コラム・エッセイ
地獄天国三往復
新しい出会いに向けて-この町・あの人・この話- 浅海道子暦通りなら残暑お見舞いの時季だが、やはり暑中お見舞い申し上げるのがふさわしい酷暑の毎日。
この暑さに抗(あがな)うにはエアコンフル回転でひたすら体表温度を下げるのだが、暑さは結局脳で感じるのだから、脳に暑さを感じさせなくすればいいというのが、夏の夜の怪談。背筋も凍る恐怖感で暑さの感覚を抑えてしまおうという作戦だが、怪談より遙かに怖い事実があふれる現代では効果のほどは期待薄だが、それが今月あった。しかも二度三度。文字通り暑さも吹っ飛んだ恐怖の体験。
3年前に買い換えたノートパソコン。資料作りに、メールに、ネット検索に、家にいるときは寝るとき以外離せない。
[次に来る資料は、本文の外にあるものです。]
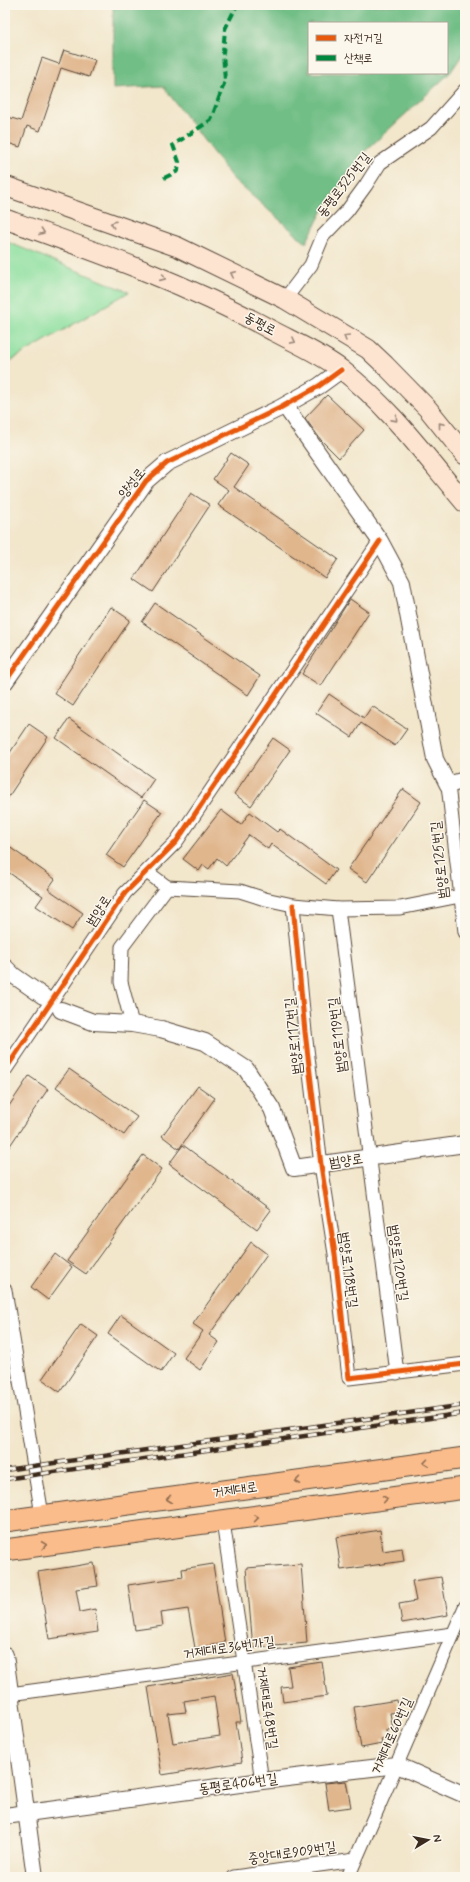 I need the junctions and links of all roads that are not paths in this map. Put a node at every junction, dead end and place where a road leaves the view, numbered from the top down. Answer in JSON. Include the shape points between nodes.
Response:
{"nodes":[{"id":1,"x":465,"y":90,"type":"edge"},
{"id":2,"x":5,"y":186,"type":"edge"},
{"id":3,"x":5,"y":219,"type":"edge"},
{"id":4,"x":285,"y":300,"type":"junction"},
{"id":5,"x":341,"y":370,"type":"junction"},
{"id":6,"x":285,"y":406,"type":"junction"},
{"id":7,"x":465,"y":455,"type":"edge"},
{"id":8,"x":465,"y":503,"type":"edge"},
{"id":9,"x":380,"y":541,"type":"junction"},
{"id":10,"x":5,"y":682,"type":"edge"},
{"id":11,"x":465,"y":780,"type":"edge"},
{"id":12,"x":448,"y":785,"type":"junction"},
{"id":13,"x":462,"y":867,"type":"edge"},
{"id":14,"x":147,"y":872,"type":"junction"},
{"id":15,"x":166,"y":887,"type":"junction"},
{"id":16,"x":460,"y":896,"type":"junction"},
{"id":17,"x":292,"y":905,"type":"junction"},
{"id":18,"x":338,"y":909,"type":"junction"},
{"id":19,"x":465,"y":932,"type":"edge"},
{"id":20,"x":5,"y":967,"type":"edge"},
{"id":21,"x":43,"y":996,"type":"dead end"},
{"id":22,"x":61,"y":1010,"type":"dead end"},
{"id":23,"x":132,"y":1024,"type":"junction"},
{"id":24,"x":5,"y":1070,"type":"edge"},
{"id":25,"x":465,"y":1144,"type":"edge"},
{"id":26,"x":368,"y":1158,"type":"junction"},
{"id":27,"x":321,"y":1165,"type":"junction"},
{"id":28,"x":5,"y":1290,"type":"edge"},
{"id":29,"x":465,"y":1364,"type":"edge"},
{"id":30,"x":397,"y":1373,"type":"junction"},
{"id":31,"x":465,"y":1458,"type":"edge"},
{"id":32,"x":465,"y":1488,"type":"edge"},
{"id":33,"x":42,"y":1515,"type":"junction"},
{"id":34,"x":5,"y":1521,"type":"edge"},
{"id":35,"x":223,"y":1522,"type":"junction"},
{"id":36,"x":5,"y":1550,"type":"edge"},
{"id":37,"x":465,"y":1607,"type":"edge"},
{"id":38,"x":453,"y":1634,"type":"junction"},
{"id":39,"x":5,"y":1655,"type":"edge"},
{"id":40,"x":244,"y":1662,"type":"junction"},
{"id":41,"x":10,"y":1694,"type":"junction"},
{"id":42,"x":397,"y":1765,"type":"junction"},
{"id":43,"x":262,"y":1781,"type":"junction"},
{"id":44,"x":465,"y":1795,"type":"edge"},
{"id":45,"x":26,"y":1813,"type":"junction"},
{"id":46,"x":5,"y":1816,"type":"edge"},
{"id":47,"x":355,"y":1860,"type":"junction"},
{"id":48,"x":267,"y":1875,"type":"edge"},
{"id":49,"x":35,"y":1877,"type":"edge"},
{"id":50,"x":234,"y":1877,"type":"edge"},
{"id":51,"x":348,"y":1877,"type":"edge"}],
"edges":[{"from":1,"to":4,"type":"street","name":"동평로325번길","via":[[430,128],[380,163],[347,211],[323,236],[311,265]]},
{"from":4,"to":2,"type":"main road","one_way":true,"via":[[178,247]]},
{"from":3,"to":5,"type":"main road","name":"동평로","one_way":true,"via":[[152,273],[223,304]]},
{"from":7,"to":4,"type":"main road","one_way":true,"via":[[428,409],[386,364],[368,349]]},
{"from":5,"to":6,"type":"street","name":"양성로"},
{"from":5,"to":8,"type":"main road","name":"동평로","one_way":true,"via":[[381,404]]},
{"from":6,"to":9,"type":"street"},
{"from":6,"to":10,"type":"street","name":"양성로","via":[[167,463],[146,480]]},
{"from":9,"to":12,"type":"street","via":[[402,582],[435,759]]},
{"from":9,"to":14,"type":"street","name":"범양로","via":[[176,842]]},
{"from":11,"to":12,"type":"street"},
{"from":12,"to":13,"type":"street","name":"범양로125번길"},
{"from":13,"to":16,"type":"street","name":"범양로125번길"},
{"from":14,"to":15,"type":"street"},
{"from":14,"to":24,"type":"street","name":"범양로","via":[[125,893]]},
{"from":15,"to":17,"type":"street","via":[[240,891]]},
{"from":15,"to":23,"type":"street","via":[[122,947],[121,982]]},
{"from":16,"to":18,"type":"street","via":[[400,908]]},
{"from":16,"to":19,"type":"street","name":"범양로125번길"},
{"from":17,"to":18,"type":"street"},
{"from":17,"to":27,"type":"street","name":"범양로117번길"},
{"from":18,"to":26,"type":"street","name":"범양로119번길"},
{"from":20,"to":21,"type":"street"},
{"from":22,"to":23,"type":"street","name":"범양로","via":[[93,1022]]},
{"from":23,"to":27,"type":"street","name":"범양로","via":[[204,1042],[246,1069],[272,1109],[294,1168]]},
{"from":25,"to":26,"type":"street","name":"범양로"},
{"from":26,"to":27,"type":"street","name":"범양로"},
{"from":26,"to":30,"type":"street","name":"범양로120번길"},
{"from":27,"to":30,"type":"street","name":"범양로118번길","via":[[335,1254],[349,1378]]},
{"from":28,"to":33,"type":"street"},
{"from":29,"to":30,"type":"street"},
{"from":31,"to":33,"type":"main road","name":"거제대로","one_way":true},
{"from":35,"to":32,"type":"main road","one_way":true},
{"from":33,"to":34,"type":"main road","name":"거제대로"},
{"from":36,"to":35,"type":"main road","one_way":true},
{"from":35,"to":40,"type":"street","name":"거제대로48번길"},
{"from":37,"to":38,"type":"street","name":"거제대로60번길"},
{"from":38,"to":40,"type":"street","name":"거제대로36번가길"},
{"from":38,"to":42,"type":"street","name":"거제대로60번길"},
{"from":39,"to":41,"type":"street"},
{"from":40,"to":41,"type":"street","name":"거제대로36번가길"},
{"from":40,"to":43,"type":"street","name":"거제대로48번길"},
{"from":41,"to":45,"type":"street"},
{"from":42,"to":43,"type":"street","name":"동평로406번길"},
{"from":42,"to":44,"type":"street"},
{"from":42,"to":47,"type":"street","name":"거제대로60번길"},
{"from":43,"to":45,"type":"street","name":"동평로406번길"},
{"from":45,"to":46,"type":"street","name":"동평로406번길"},
{"from":45,"to":49,"type":"street"},
{"from":47,"to":48,"type":"street","name":"중앙대로909번길"},
{"from":47,"to":51,"type":"street","name":"거제대로60번길"},
{"from":48,"to":50,"type":"street","name":"중앙대로909번길"}]}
自分に関わる全ての情報がここに収まっていて、何をするにもまずパソコンの電源オンから始まるのだが、その日、電源ボタンを押しても電源が入らない。どんなにしてもダメ。ここまで来るとパニック状態。データの保存もしていないし、明日から、いや、今日からどうしよう。本当に背筋が凍る思いが襲ってきた。
恐怖は暑さを感じなくさせることを、何十年かぶりに思い出した。途方に暮れていたところに娘が探してくれたパソコンのお医者さん。すがる思いで申し込み。休日にもかかわらず遠くから駆けつけてくれた出張サービスの技術者が文字通り「地獄に仏」に見えた。サービス規則や料金説明を受けるのももどかしく、先へ、先へと目で促して彼の手元を追い点検内容を聞く。
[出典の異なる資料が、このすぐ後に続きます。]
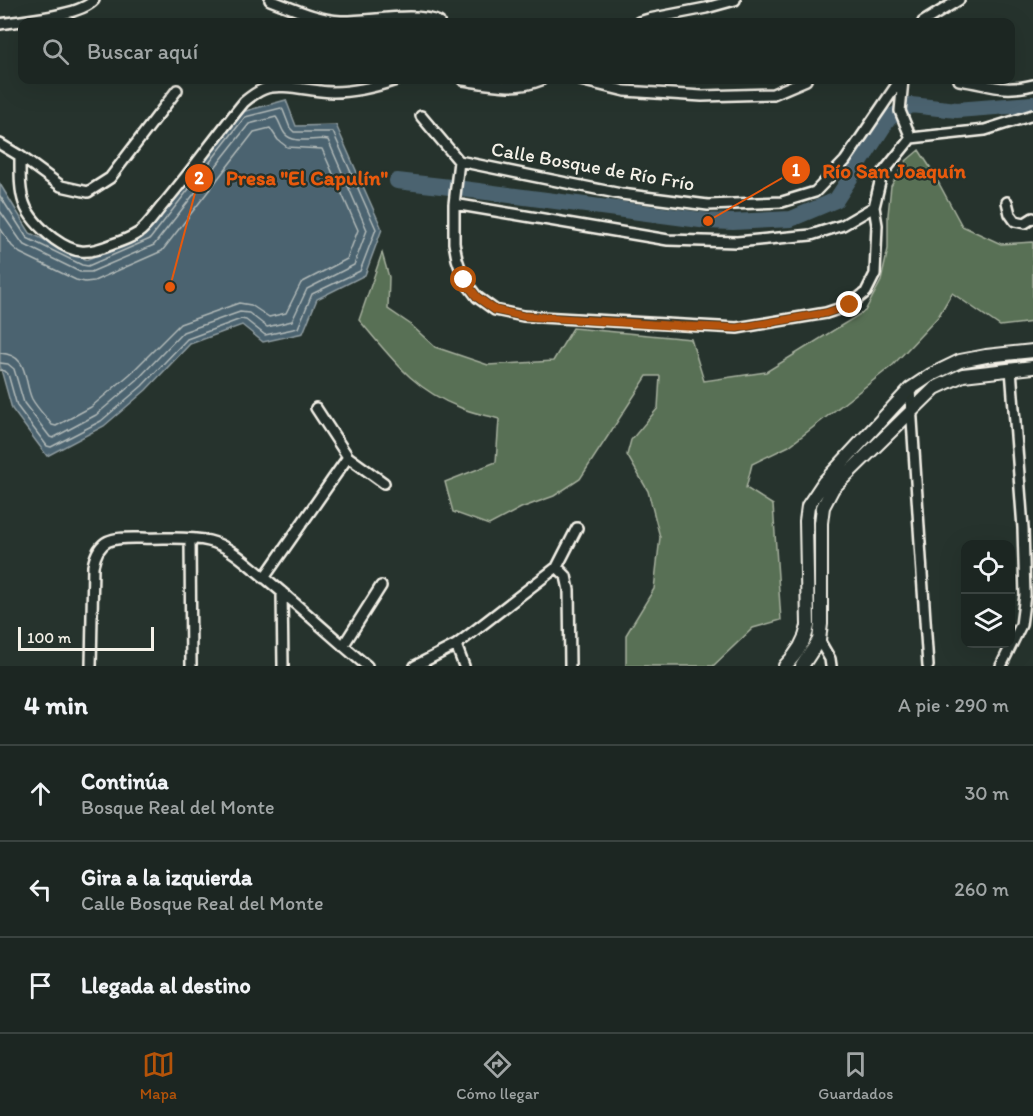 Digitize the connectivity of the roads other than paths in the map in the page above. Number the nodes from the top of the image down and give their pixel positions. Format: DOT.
graph roads {
  1 [pos="94,0"];
  2 [pos="270,0"];
  3 [pos="735,0"];
  4 [pos="959,0"];
  5 [pos="33,18"];
  6 [pos="327,18"];
  7 [pos="654,18"];
  8 [pos="930,18"];
  9 [pos="18,21"];
  10 [pos="0,24"];
  11 [pos="381,84"];
  12 [pos="487,84"];
  13 [pos="528,84"];
  14 [pos="596,84"];
  15 [pos="797,84"];
  16 [pos="898,84"];
  17 [pos="901,84"];
  18 [pos="977,84"];
  19 [pos="1033,85"];
  20 [pos="177,90"];
  21 [pos="1033,115"];
  22 [pos="422,116"];
  23 [pos="911,138"];
  24 [pos="0,144"];
  25 [pos="20,156"];
  26 [pos="459,160"];
  27 [pos="1007,202"];
  28 [pos="454,204"];
  29 [pos="874,207"];
  30 [pos="1033,218"];
  31 [pos="1033,351"];
  32 [pos="1033,367"];
  33 [pos="1011,369"];
  34 [pos="910,389"];
  35 [pos="316,408"];
  36 [pos="912,409"];
  37 [pos="348,458"];
  38 [pos="384,483"];
  39 [pos="577,528"];
  40 [pos="1028,530"];
  41 [pos="190,539"];
  42 [pos="557,567"];
  43 [pos="264,578"];
  44 [pos="381,586"];
  45 [pos="282,592"];
  46 [pos="819,640"];
  47 [pos="456,645"];
  48 [pos="343,646"];
  49 [pos="92,666"];
  50 [pos="191,666"];
  51 [pos="283,666"];
  52 [pos="367,666"];
  53 [pos="416,666"];
  54 [pos="464,666"];
  55 [pos="570,666"];
  56 [pos="785,666"];
  57 [pos="802,666"];
  58 [pos="831,666"];
  59 [pos="928,666"];
  60 [pos="1001,666"];
  1 -- 5 [label="street"];
  2 -- 6 [label="street"];
  3 -- 7 [label="street"];
  4 -- 8 [label="street"];
  9 -- 10 [label="street"];
  11 -- 25 [label="street"];
  12 -- 13 [label="street"];
  14 -- 15 [label="street"];
  16 -- 26 [label="street, Calle Bosque de Río Frío"];
  17 -- 23 [label="street"];
  18 -- 19 [label="street"];
  20 -- 25 [label="street"];
  21 -- 23 [label="street"];
  22 -- 26 [label="street"];
  23 -- 29 [label="street"];
  24 -- 25 [label="street"];
  26 -- 28 [label="street"];
  27 -- 30 [label="street"];
  28 -- 29 [label="street"];
  28 -- 29 [label="street"];
  31 -- 34 [label="main road"];
  32 -- 33 [label="main road"];
  33 -- 36 [label="main road"];
  33 -- 40 [label="street"];
  34 -- 36 [label="street"];
  34 -- 56 [label="main road"];
  35 -- 37 [label="street"];
  36 -- 46 [label="main road"];
  36 -- 59 [label="street"];
  37 -- 38 [label="street"];
  37 -- 43 [label="street"];
  39 -- 42 [label="street"];
  40 -- 60 [label="street"];
  41 -- 43 [label="street"];
  41 -- 49 [label="street"];
  41 -- 50 [label="street"];
  42 -- 47 [label="street"];
  42 -- 55 [label="street"];
  43 -- 45 [label="street"];
  44 -- 48 [label="street"];
  45 -- 48 [label="street"];
  45 -- 51 [label="street"];
  46 -- 57 [label="main road"];
  46 -- 58 [label="street"];
  47 -- 53 [label="street"];
  47 -- 54 [label="street"];
  48 -- 52 [label="street"];
}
結果は彼にとっては簡単明瞭で、点検のために開いた裏ぶたを閉じて注意事項を語る姿は、地獄から天国に救い上げてくれた神の声を聞いているような思いだった。ああよかった、これでまた使えると、安堵の胸をなで下ろし再びパソコンを前にすることが出来た。これが第1回目の地獄から天国へのエスカレート。
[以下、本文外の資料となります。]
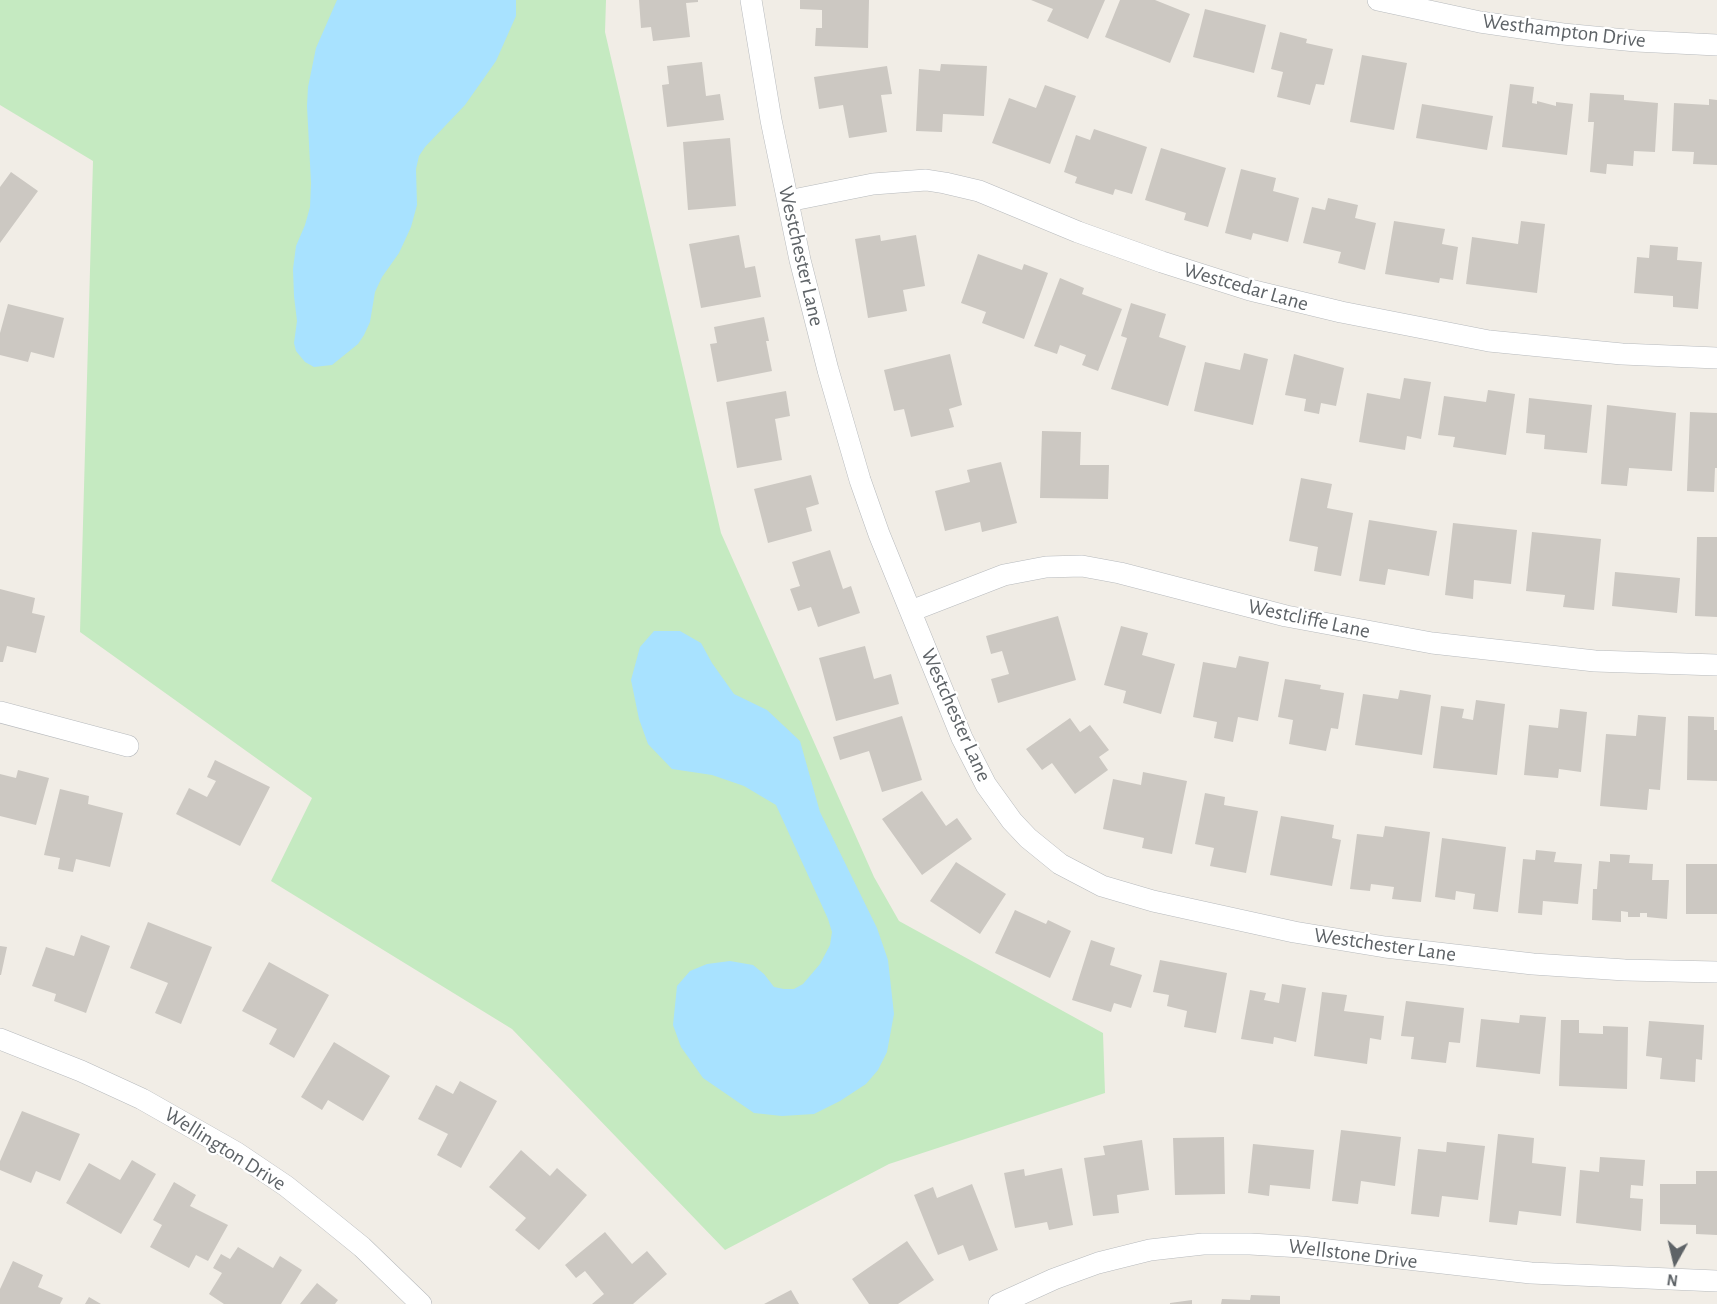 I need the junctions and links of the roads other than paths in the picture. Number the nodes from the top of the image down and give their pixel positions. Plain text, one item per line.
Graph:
1 (751, 0) edge
2 (1378, 0) edge
3 (1717, 45) edge
4 (788, 201) junction
5 (1717, 358) edge
6 (911, 611) junction
7 (1717, 665) edge
8 (0, 712) edge
9 (128, 746) dead end
10 (1717, 972) edge
11 (0, 1039) edge
12 (1717, 1281) edge
13 (421, 1304) edge
14 (999, 1304) edge

1 - 4 street, Westchester Lane
2 - 3 street, Westhampton Drive
4 - 5 street, Westcedar Lane
4 - 6 street, Westchester Lane
6 - 7 street, Westcliffe Lane
6 - 10 street, Westchester Lane
8 - 9 street
11 - 13 street, Wellington Drive
12 - 14 street, Wellstone Drive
ところが次の日、また起こった。注意事項もしっかり守り、電源コードも取り替えたのに。なぜ、なぜ?もらった名刺の連絡先に何度電話をかけてもつながらない。どうしよう、どこに助けを求めればとまたまたパニック状態。本当に背筋が凍る思いに包まれて、暑さなど感じない。
やっとつながった電話の声は「同じように回復するかどうかは見てみなければ分からない」という当たり前のものだったが、「今別件に掛かっているので、今日行けるかどうかわからないが、念のため、これをやってみてください」のひと言。指示に従って、恐る恐るやってみると、出来た!回復!電源ランプが点灯し起動し始めた愛機を前に、またまた地獄から天国へのエスカレート。パソコンのお医者さんが神様だったことを確信した。
これで二往復。実はその後もう一度あったのだが、今度はさすがになぜそうなったのか、原因と要領が分かって自力で天国に戻ることが出来た。
酷暑続く毎日に、背筋を凍らせて暑さをしのぐリバイバル体験と、買い換えを覚悟したこの愛機にもうしばらくは傍で頑張ってもらえそうな予感を得た、8月の経過報告。